To mark the launch of the second issue of 1 Granary, the magazine made by Central Saint Martins students, BoF brings you an exclusive profile of renowned stylist Simon Foxton, formerly the fashion director of i-D magazine.
Simon Foxton | Source: Courtesy 1 Granary
By
  • Olya Kuryshchuk

LONDON, United Kingdom — Stylist Simon Foxton opened the door to his London office and immediately greeted us with a smile, and the offer of a cup of tea. "Is the music too loud?" was another opening question, and it's just as telling of his gentlemanly manner as it is of his taste in music.

To be honest, the extent of his kindly demeanour, with his soft-spoken Northern accent and the local allotment where he grows his own veg, caught us a little off-guard. It seems worlds apart from the in-your-face (ahem) ‘appendages’ on his Tumblr, and the captivating, high-impact, sexually-charged imagery of his editorials for The Face, i-D and Arena Homme Plus. All of which sit much-loved and dog-eared in the library at Central Saint Martins, where Simon graduated in 1983. It turns out that you can have the best of all worlds though, and we needn’t have been surprised. Simon’s all Good Stuff, just like the title of his Tumblr, and more than happy to stick the kettle on and talk about his early days over a brew.

Olya Kuryshchuk: People tell us we’re a boring generation...

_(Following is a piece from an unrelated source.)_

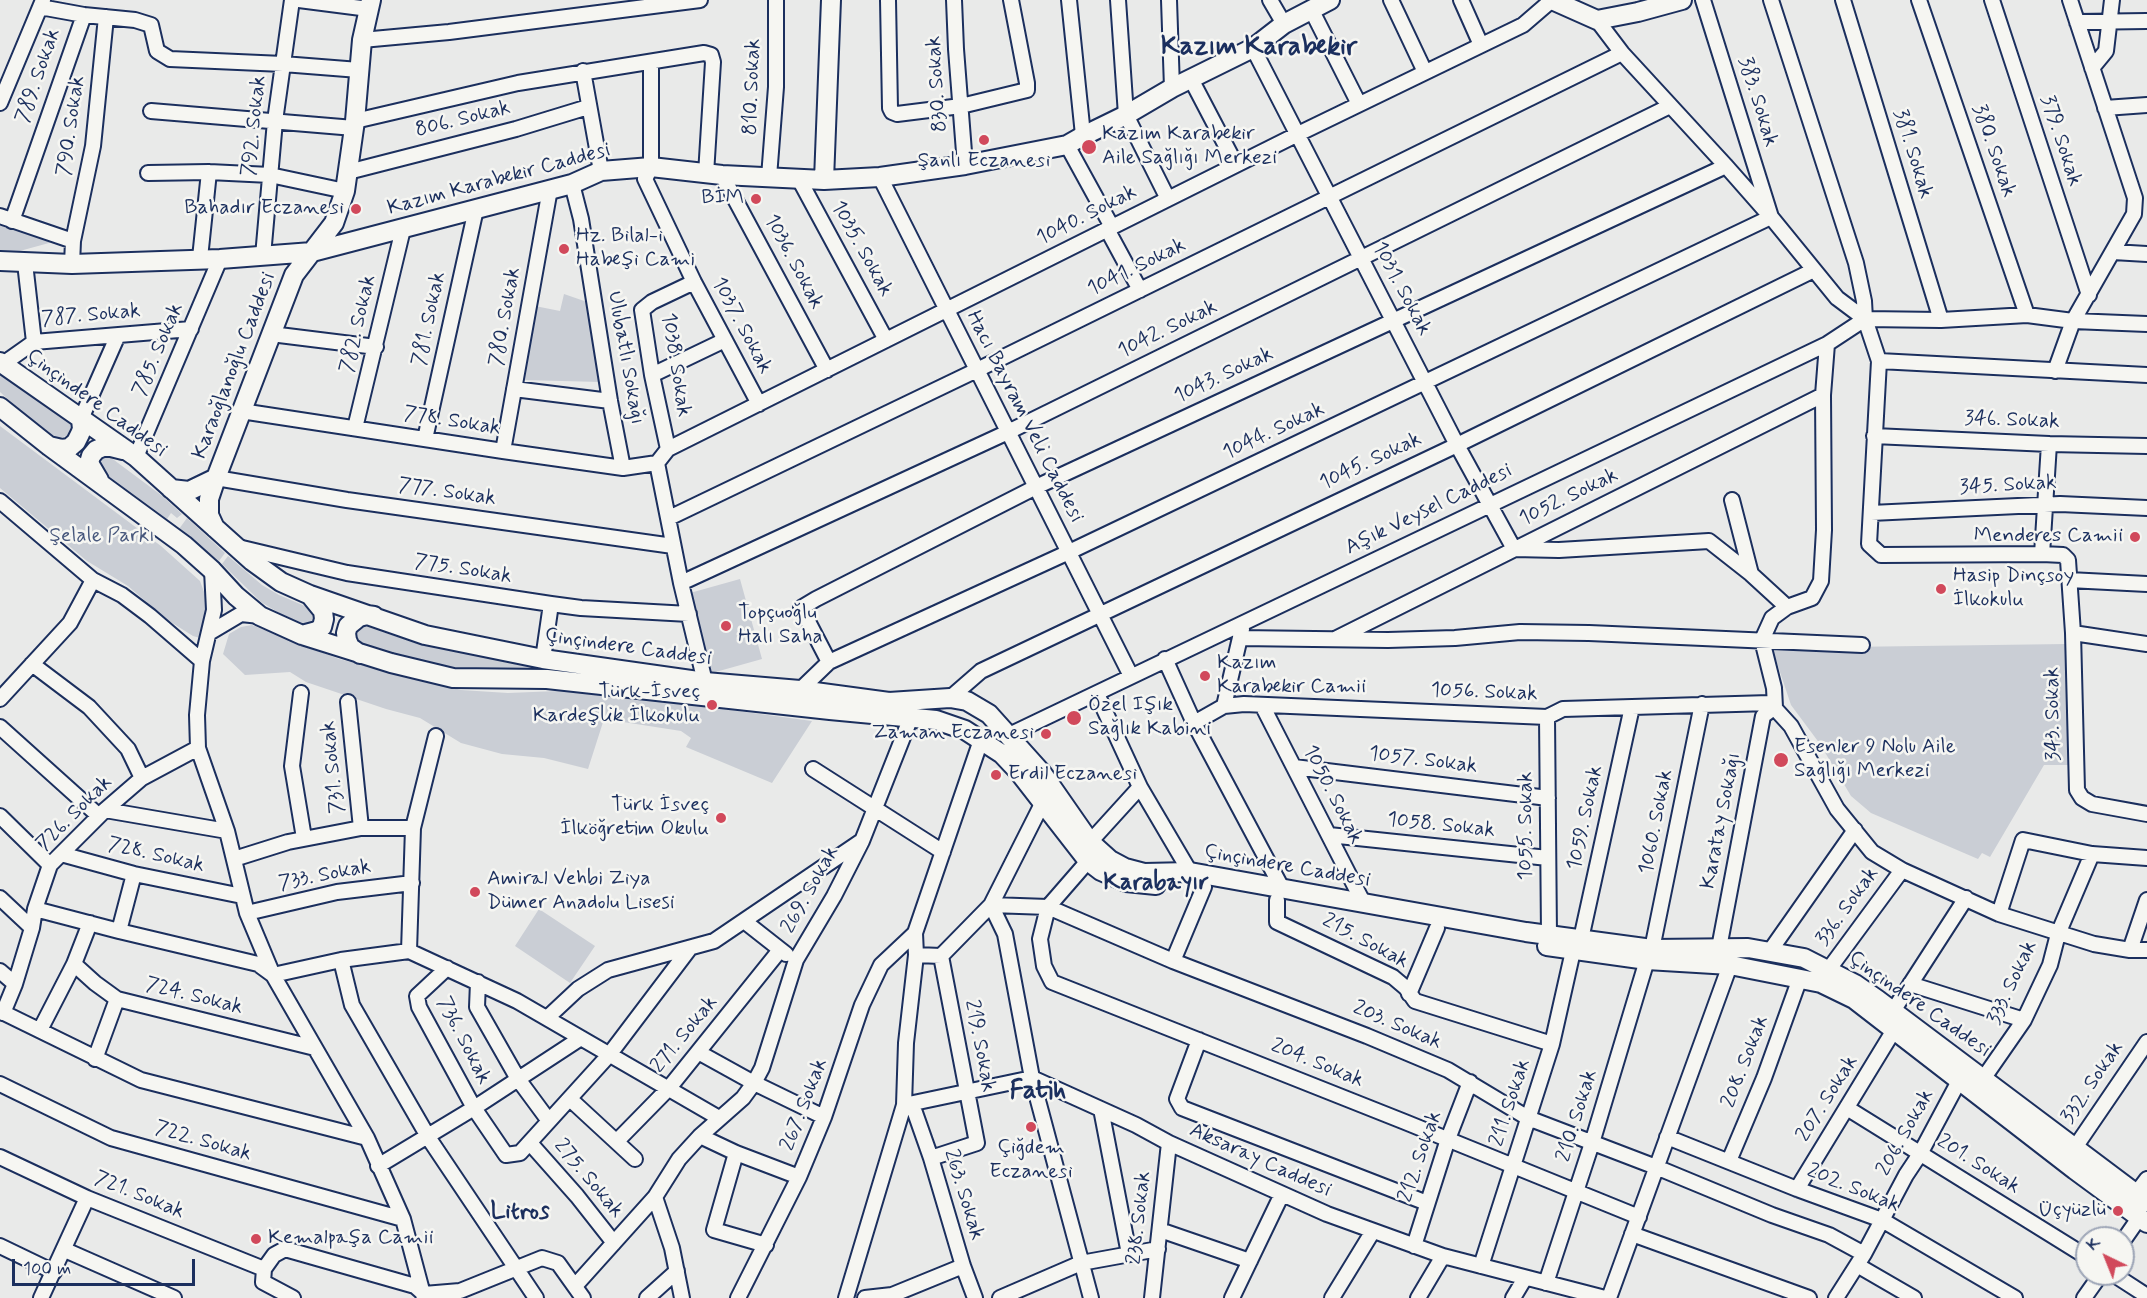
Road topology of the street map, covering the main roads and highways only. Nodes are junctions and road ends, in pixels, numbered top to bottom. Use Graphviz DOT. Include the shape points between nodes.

Simon Foxton: Things are much more geared up to getting a job and making some money these days, they have to be... When I was at college in the early eighties, a career was the last thing we were thinking about. Most of us were on full grants so didn’t have any fees to pay, so were just there for a laugh. I chose Saint Martins because I was at school in Edinburgh and didn’t want to stay there. I’d been into punk rock, and thought there must be something in London for that.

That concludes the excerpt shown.